Fig. 3. Electrosynthesis of binary organometallic polymers.

Fig. 3

a, b Illustrations of UV–vis absorbance and intensities as a function of switching times during iterative synthesis. c, d Illustrations of current intensities of oxidative peaks as a function of switching times during iterative synthesis. eh Illustrations of UV–vis absorbances and current intensities of oxidative peaks as a function of switching times during iterative of organometallic polymers with different sequences.

Fig. 4. Electrosynthesis of ternary organometallic polymers.

Fig. 4

a, b Illustrations of UV–vis absorbance (left) and CV (right) as a function of switching times during iterative synthesis. c, d Illustrations of current intensities as a function of switching times during iterative synthesis of organometallic polymers with different sequences.
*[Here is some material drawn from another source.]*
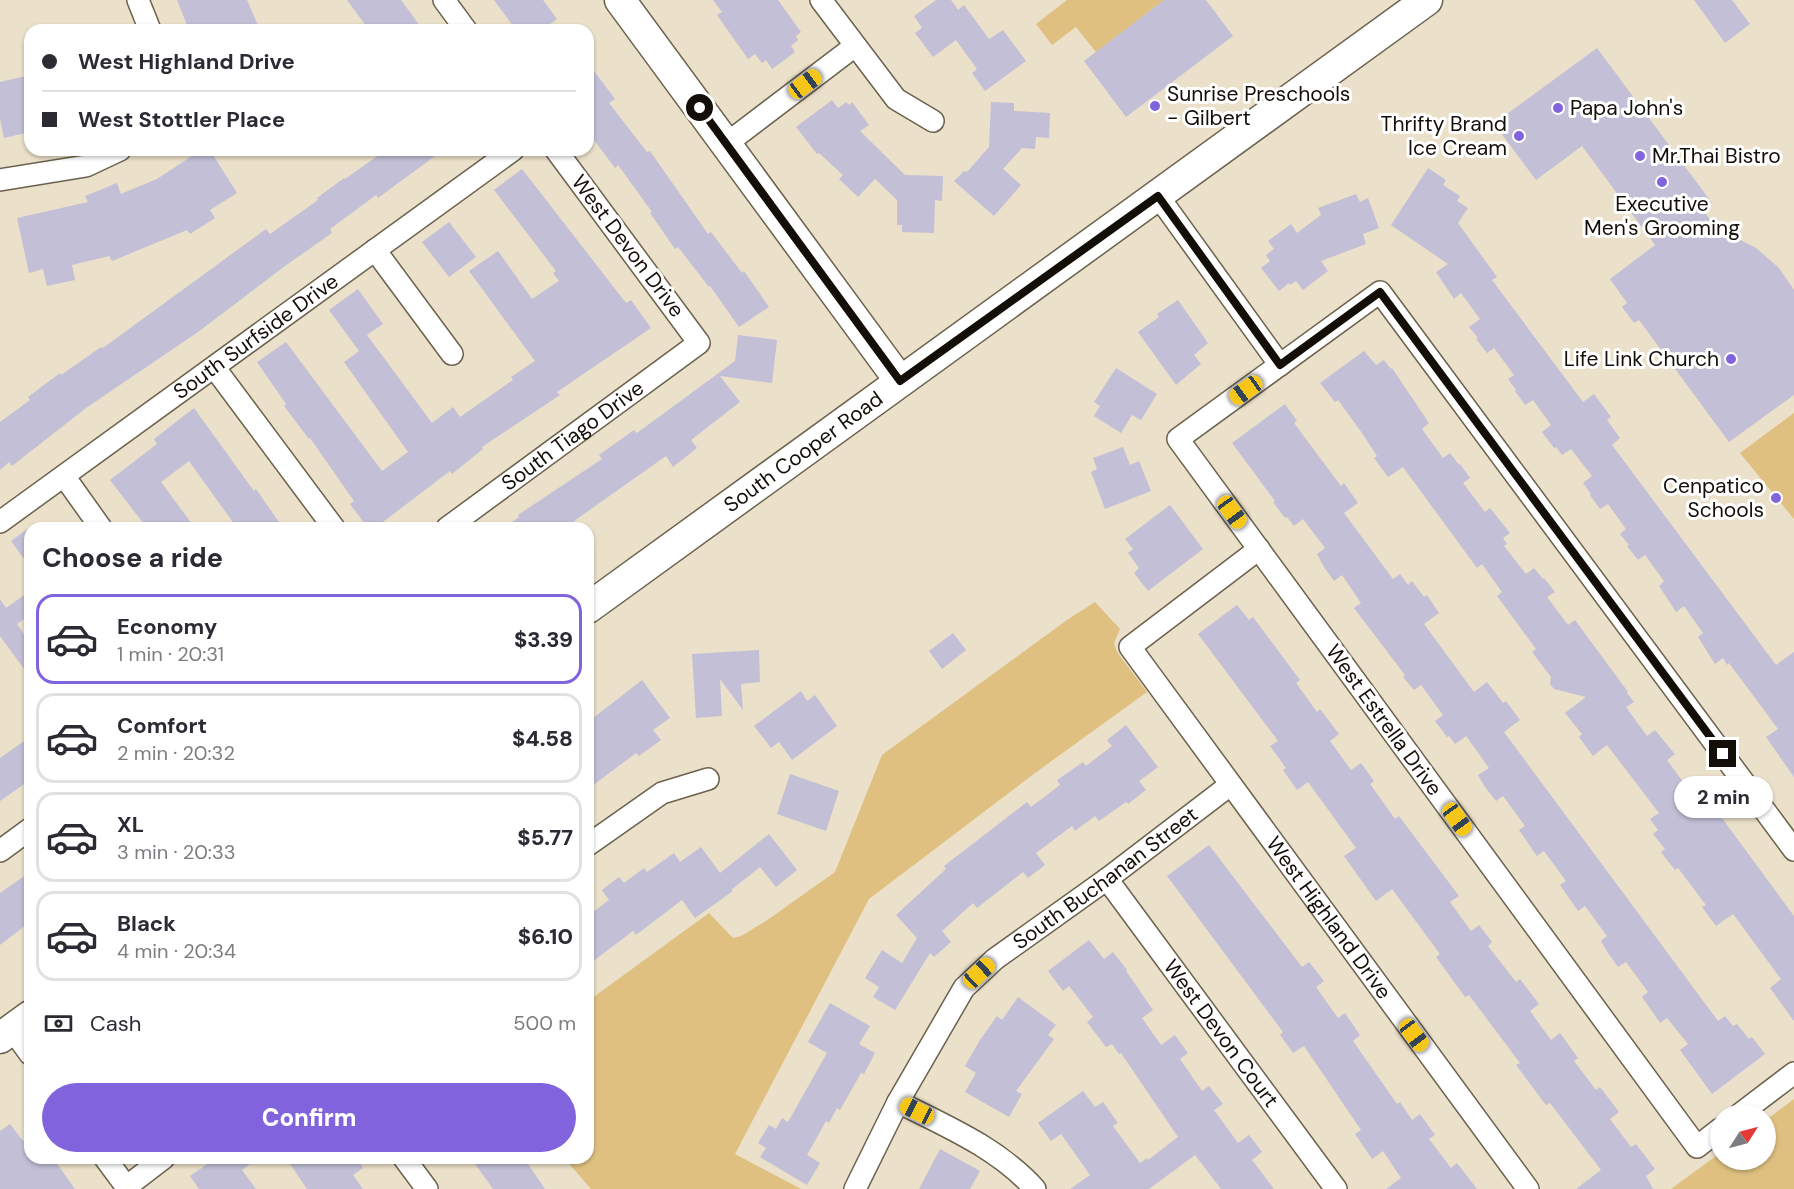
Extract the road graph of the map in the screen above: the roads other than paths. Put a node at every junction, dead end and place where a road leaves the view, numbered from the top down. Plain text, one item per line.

As shown in Fig. 5a–c, a series of absorption spectra were collected from homo- and hetero-organometallic polymers with different compositions and sequences at potentials ranging from 0.55 to 1.05 V vs. Ag/Ag+. Absorption peak of OsII homo-organometallic polymer at 495 nm changes at applied potentials from 0.55 to 0.75 V because of conversion of OsII to OsIII, and remains stable while applied potential climbs over 0.75 V. For hetero-organometallic polymers of OsII and FeII, the absorption peaks at 576 nm attributed to Fe complex units slightly drop down from 0.55 to 0.75 V, and dramatically decrease at applied potentials of >0.75 V because of conversion of FeII to FeIII. The absorption change of hetero-organometallic polymers at 576 nm between 0.55 and 0.75 V could be considered from the absorption shoulder change of OsII complex units. Thus, beside individual UV–vis spectra or CV measurement, the in situ optoelectrochemical data also enables us to read the number and species of metal cores of organometallic polymers, which could work in electrochromic devices.

Fig. 5. Distinct UV–vis absorption and photoluminescence spectra of organometallic polymers with different compositions and sequences.

Fig. 5

ac Electrochromic behaviors at absorption range between 450 nm and 620 nm on ITO coated glasses at applied different potentials. d, e UV–vis absorption and photoluminescence (PL) spectra of binary and ternary organometallic polymers.

Sequence decoding of organometallic polymers

Regarding the sequence decoding of organometallic polymers, establishing a library of spectra database of organometallic polymers with different sequences could help, because three binary and three ternary organometallic polymers can be recognized on detailed comparisons of their UV–vis and fluorescence spectra (Fig. 5d, e). Photoluminescence from ligands excited by 310 nm shows the change from shoulder companied peak to sharp peak probably owing to the change of metal cores at two ends of ligands. It is well known that the absorption peak and redox peak of complex can be altered by modifying or changing organic ligands of complexes. As an alternative method for sequence decoding of organometallic polymers in future, the sequence decoding will become easy if 10 kinds of complexes containing the identical metal core and different organic ligands with their own optical and electric features were used for first to tenth particular positions in single organometallic polymer during iterative synthesis. Therefore, the sequence decoding of organometallic polymers will be possible via the further design of monomers used in this study. In this case, the sequence decoding of ternary organometallic polymers needs 30 kinds of monomers.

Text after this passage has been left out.